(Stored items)
▬▬▬▬▬▬▬▬▬▬

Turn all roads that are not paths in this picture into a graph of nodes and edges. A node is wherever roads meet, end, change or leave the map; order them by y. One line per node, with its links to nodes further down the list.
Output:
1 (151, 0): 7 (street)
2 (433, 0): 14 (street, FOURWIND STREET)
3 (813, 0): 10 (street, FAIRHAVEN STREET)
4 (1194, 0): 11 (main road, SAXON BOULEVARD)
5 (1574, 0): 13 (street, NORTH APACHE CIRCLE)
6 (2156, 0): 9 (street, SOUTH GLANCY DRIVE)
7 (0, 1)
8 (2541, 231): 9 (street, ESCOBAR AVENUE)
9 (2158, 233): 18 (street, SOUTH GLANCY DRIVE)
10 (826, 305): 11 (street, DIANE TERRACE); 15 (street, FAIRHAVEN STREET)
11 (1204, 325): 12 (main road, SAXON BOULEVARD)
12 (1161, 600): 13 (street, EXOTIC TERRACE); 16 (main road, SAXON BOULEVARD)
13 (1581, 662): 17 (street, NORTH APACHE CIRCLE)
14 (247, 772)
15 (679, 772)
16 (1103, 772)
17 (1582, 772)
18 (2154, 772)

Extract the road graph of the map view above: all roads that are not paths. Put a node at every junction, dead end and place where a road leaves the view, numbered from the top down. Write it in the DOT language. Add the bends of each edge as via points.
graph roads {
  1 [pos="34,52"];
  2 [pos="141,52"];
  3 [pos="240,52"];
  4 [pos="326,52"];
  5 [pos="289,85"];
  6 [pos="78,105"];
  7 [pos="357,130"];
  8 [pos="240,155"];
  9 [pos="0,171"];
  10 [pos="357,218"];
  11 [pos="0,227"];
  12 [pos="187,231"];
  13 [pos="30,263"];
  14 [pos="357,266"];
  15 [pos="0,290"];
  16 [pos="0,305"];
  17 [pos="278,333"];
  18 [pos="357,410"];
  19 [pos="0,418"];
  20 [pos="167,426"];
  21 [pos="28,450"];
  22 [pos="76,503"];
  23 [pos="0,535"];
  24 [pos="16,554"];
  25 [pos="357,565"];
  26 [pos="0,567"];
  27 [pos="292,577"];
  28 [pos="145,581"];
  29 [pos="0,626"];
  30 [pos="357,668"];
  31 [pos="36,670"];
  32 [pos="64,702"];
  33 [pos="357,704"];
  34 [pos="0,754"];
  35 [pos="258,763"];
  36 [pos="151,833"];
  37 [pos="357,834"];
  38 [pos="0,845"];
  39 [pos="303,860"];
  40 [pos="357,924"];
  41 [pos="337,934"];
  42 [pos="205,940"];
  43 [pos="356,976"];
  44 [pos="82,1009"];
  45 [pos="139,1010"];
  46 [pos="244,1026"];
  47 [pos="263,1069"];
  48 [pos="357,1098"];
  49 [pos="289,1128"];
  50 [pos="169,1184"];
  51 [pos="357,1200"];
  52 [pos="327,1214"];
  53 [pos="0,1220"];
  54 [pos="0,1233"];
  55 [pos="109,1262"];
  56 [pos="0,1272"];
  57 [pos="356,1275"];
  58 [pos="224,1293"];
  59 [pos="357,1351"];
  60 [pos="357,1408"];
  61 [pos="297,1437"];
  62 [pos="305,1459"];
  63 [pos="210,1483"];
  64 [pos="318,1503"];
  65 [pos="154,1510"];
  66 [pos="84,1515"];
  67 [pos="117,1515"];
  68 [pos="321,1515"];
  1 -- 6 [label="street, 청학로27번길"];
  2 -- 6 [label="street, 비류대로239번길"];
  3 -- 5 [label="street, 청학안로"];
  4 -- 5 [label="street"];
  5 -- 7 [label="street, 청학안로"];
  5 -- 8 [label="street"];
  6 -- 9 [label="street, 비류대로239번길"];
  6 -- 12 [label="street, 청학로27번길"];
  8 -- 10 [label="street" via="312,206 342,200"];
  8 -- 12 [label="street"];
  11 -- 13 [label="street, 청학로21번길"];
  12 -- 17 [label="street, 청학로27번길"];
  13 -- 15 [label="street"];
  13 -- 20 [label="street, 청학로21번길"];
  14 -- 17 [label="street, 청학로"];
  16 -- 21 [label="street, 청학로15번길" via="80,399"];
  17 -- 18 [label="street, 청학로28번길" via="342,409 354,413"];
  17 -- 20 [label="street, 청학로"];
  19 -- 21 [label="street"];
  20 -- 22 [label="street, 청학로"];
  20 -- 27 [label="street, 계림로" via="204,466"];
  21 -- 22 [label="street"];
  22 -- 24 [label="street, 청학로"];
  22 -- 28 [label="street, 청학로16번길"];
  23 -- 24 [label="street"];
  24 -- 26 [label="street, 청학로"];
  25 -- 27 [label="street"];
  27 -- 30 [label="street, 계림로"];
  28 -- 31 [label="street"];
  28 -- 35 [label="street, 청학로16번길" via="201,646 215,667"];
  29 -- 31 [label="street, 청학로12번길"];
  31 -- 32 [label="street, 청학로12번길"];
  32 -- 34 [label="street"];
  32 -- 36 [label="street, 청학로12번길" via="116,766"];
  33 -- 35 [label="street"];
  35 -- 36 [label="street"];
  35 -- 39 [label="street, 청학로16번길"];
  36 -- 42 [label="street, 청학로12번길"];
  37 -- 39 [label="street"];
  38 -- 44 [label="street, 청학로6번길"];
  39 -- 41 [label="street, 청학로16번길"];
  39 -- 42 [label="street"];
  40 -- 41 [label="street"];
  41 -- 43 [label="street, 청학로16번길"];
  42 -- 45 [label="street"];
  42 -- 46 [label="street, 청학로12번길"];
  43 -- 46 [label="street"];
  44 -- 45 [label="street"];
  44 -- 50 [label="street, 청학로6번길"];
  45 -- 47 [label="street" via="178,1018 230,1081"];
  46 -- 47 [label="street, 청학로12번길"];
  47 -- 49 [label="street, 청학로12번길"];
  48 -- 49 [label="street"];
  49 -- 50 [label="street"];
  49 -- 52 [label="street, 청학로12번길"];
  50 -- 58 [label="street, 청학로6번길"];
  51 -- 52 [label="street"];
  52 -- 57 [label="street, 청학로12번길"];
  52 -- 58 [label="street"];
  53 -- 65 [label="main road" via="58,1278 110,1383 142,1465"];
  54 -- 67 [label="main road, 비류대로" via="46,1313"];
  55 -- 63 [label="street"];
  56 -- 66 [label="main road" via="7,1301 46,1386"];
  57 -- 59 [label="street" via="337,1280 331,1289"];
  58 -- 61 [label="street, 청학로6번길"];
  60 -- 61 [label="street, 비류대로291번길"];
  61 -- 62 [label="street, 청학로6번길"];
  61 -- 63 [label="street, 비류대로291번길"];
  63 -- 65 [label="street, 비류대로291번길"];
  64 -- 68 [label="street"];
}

▬▬▬▬▬▬▬▬▬▬

Exercise requirements: Produce the records once again, exactly as they stand above.

Output:
Turn all roads that are not paths in this picture into a graph of nodes and edges. A node is wherever roads meet, end, change or leave the map; order them by y. One line per node, with its links to nodes further down the list.
Output:
1 (151, 0): 7 (street)
2 (433, 0): 14 (street, FOURWIND STREET)
3 (813, 0): 10 (street, FAIRHAVEN STREET)
4 (1194, 0): 11 (main road, SAXON BOULEVARD)
5 (1574, 0): 13 (street, NORTH APACHE CIRCLE)
6 (2156, 0): 9 (street, SOUTH GLANCY DRIVE)
7 (0, 1)
8 (2541, 231): 9 (street, ESCOBAR AVENUE)
9 (2158, 233): 18 (street, SOUTH GLANCY DRIVE)
10 (826, 305): 11 (street, DIANE TERRACE); 15 (street, FAIRHAVEN STREET)
11 (1204, 325): 12 (main road, SAXON BOULEVARD)
12 (1161, 600): 13 (street, EXOTIC TERRACE); 16 (main road, SAXON BOULEVARD)
13 (1581, 662): 17 (street, NORTH APACHE CIRCLE)
14 (247, 772)
15 (679, 772)
16 (1103, 772)
17 (1582, 772)
18 (2154, 772)

Extract the road graph of the map view above: all roads that are not paths. Put a node at every junction, dead end and place where a road leaves the view, numbered from the top down. Write it in the DOT language. Add the bends of each edge as via points.
graph roads {
  1 [pos="34,52"];
  2 [pos="141,52"];
  3 [pos="240,52"];
  4 [pos="326,52"];
  5 [pos="289,85"];
  6 [pos="78,105"];
  7 [pos="357,130"];
  8 [pos="240,155"];
  9 [pos="0,171"];
  10 [pos="357,218"];
  11 [pos="0,227"];
  12 [pos="187,231"];
  13 [pos="30,263"];
  14 [pos="357,266"];
  15 [pos="0,290"];
  16 [pos="0,305"];
  17 [pos="278,333"];
  18 [pos="357,410"];
  19 [pos="0,418"];
  20 [pos="167,426"];
  21 [pos="28,450"];
  22 [pos="76,503"];
  23 [pos="0,535"];
  24 [pos="16,554"];
  25 [pos="357,565"];
  26 [pos="0,567"];
  27 [pos="292,577"];
  28 [pos="145,581"];
  29 [pos="0,626"];
  30 [pos="357,668"];
  31 [pos="36,670"];
  32 [pos="64,702"];
  33 [pos="357,704"];
  34 [pos="0,754"];
  35 [pos="258,763"];
  36 [pos="151,833"];
  37 [pos="357,834"];
  38 [pos="0,845"];
  39 [pos="303,860"];
  40 [pos="357,924"];
  41 [pos="337,934"];
  42 [pos="205,940"];
  43 [pos="356,976"];
  44 [pos="82,1009"];
  45 [pos="139,1010"];
  46 [pos="244,1026"];
  47 [pos="263,1069"];
  48 [pos="357,1098"];
  49 [pos="289,1128"];
  50 [pos="169,1184"];
  51 [pos="357,1200"];
  52 [pos="327,1214"];
  53 [pos="0,1220"];
  54 [pos="0,1233"];
  55 [pos="109,1262"];
  56 [pos="0,1272"];
  57 [pos="356,1275"];
  58 [pos="224,1293"];
  59 [pos="357,1351"];
  60 [pos="357,1408"];
  61 [pos="297,1437"];
  62 [pos="305,1459"];
  63 [pos="210,1483"];
  64 [pos="318,1503"];
  65 [pos="154,1510"];
  66 [pos="84,1515"];
  67 [pos="117,1515"];
  68 [pos="321,1515"];
  1 -- 6 [label="street, 청학로27번길"];
  2 -- 6 [label="street, 비류대로239번길"];
  3 -- 5 [label="street, 청학안로"];
  4 -- 5 [label="street"];
  5 -- 7 [label="street, 청학안로"];
  5 -- 8 [label="street"];
  6 -- 9 [label="street, 비류대로239번길"];
  6 -- 12 [label="street, 청학로27번길"];
  8 -- 10 [label="street" via="312,206 342,200"];
  8 -- 12 [label="street"];
  11 -- 13 [label="street, 청학로21번길"];
  12 -- 17 [label="street, 청학로27번길"];
  13 -- 15 [label="street"];
  13 -- 20 [label="street, 청학로21번길"];
  14 -- 17 [label="street, 청학로"];
  16 -- 21 [label="street, 청학로15번길" via="80,399"];
  17 -- 18 [label="street, 청학로28번길" via="342,409 354,413"];
  17 -- 20 [label="street, 청학로"];
  19 -- 21 [label="street"];
  20 -- 22 [label="street, 청학로"];
  20 -- 27 [label="street, 계림로" via="204,466"];
  21 -- 22 [label="street"];
  22 -- 24 [label="street, 청학로"];
  22 -- 28 [label="street, 청학로16번길"];
  23 -- 24 [label="street"];
  24 -- 26 [label="street, 청학로"];
  25 -- 27 [label="street"];
  27 -- 30 [label="street, 계림로"];
  28 -- 31 [label="street"];
  28 -- 35 [label="street, 청학로16번길" via="201,646 215,667"];
  29 -- 31 [label="street, 청학로12번길"];
  31 -- 32 [label="street, 청학로12번길"];
  32 -- 34 [label="street"];
  32 -- 36 [label="street, 청학로12번길" via="116,766"];
  33 -- 35 [label="street"];
  35 -- 36 [label="street"];
  35 -- 39 [label="street, 청학로16번길"];
  36 -- 42 [label="street, 청학로12번길"];
  37 -- 39 [label="street"];
  38 -- 44 [label="street, 청학로6번길"];
  39 -- 41 [label="street, 청학로16번길"];
  39 -- 42 [label="street"];
  40 -- 41 [label="street"];
  41 -- 43 [label="street, 청학로16번길"];
  42 -- 45 [label="street"];
  42 -- 46 [label="street, 청학로12번길"];
  43 -- 46 [label="street"];
  44 -- 45 [label="street"];
  44 -- 50 [label="street, 청학로6번길"];
  45 -- 47 [label="street" via="178,1018 230,1081"];
  46 -- 47 [label="street, 청학로12번길"];
  47 -- 49 [label="street, 청학로12번길"];
  48 -- 49 [label="street"];
  49 -- 50 [label="street"];
  49 -- 52 [label="street, 청학로12번길"];
  50 -- 58 [label="street, 청학로6번길"];
  51 -- 52 [label="street"];
  52 -- 57 [label="street, 청학로12번길"];
  52 -- 58 [label="street"];
  53 -- 65 [label="main road" via="58,1278 110,1383 142,1465"];
  54 -- 67 [label="main road, 비류대로" via="46,1313"];
  55 -- 63 [label="street"];
  56 -- 66 [label="main road" via="7,1301 46,1386"];
  57 -- 59 [label="street" via="337,1280 331,1289"];
  58 -- 61 [label="street, 청학로6번길"];
  60 -- 61 [label="street, 비류대로291번길"];
  61 -- 62 [label="street, 청학로6번길"];
  61 -- 63 [label="street, 비류대로291번길"];
  63 -- 65 [label="street, 비류대로291번길"];
  64 -- 68 [label="street"];
}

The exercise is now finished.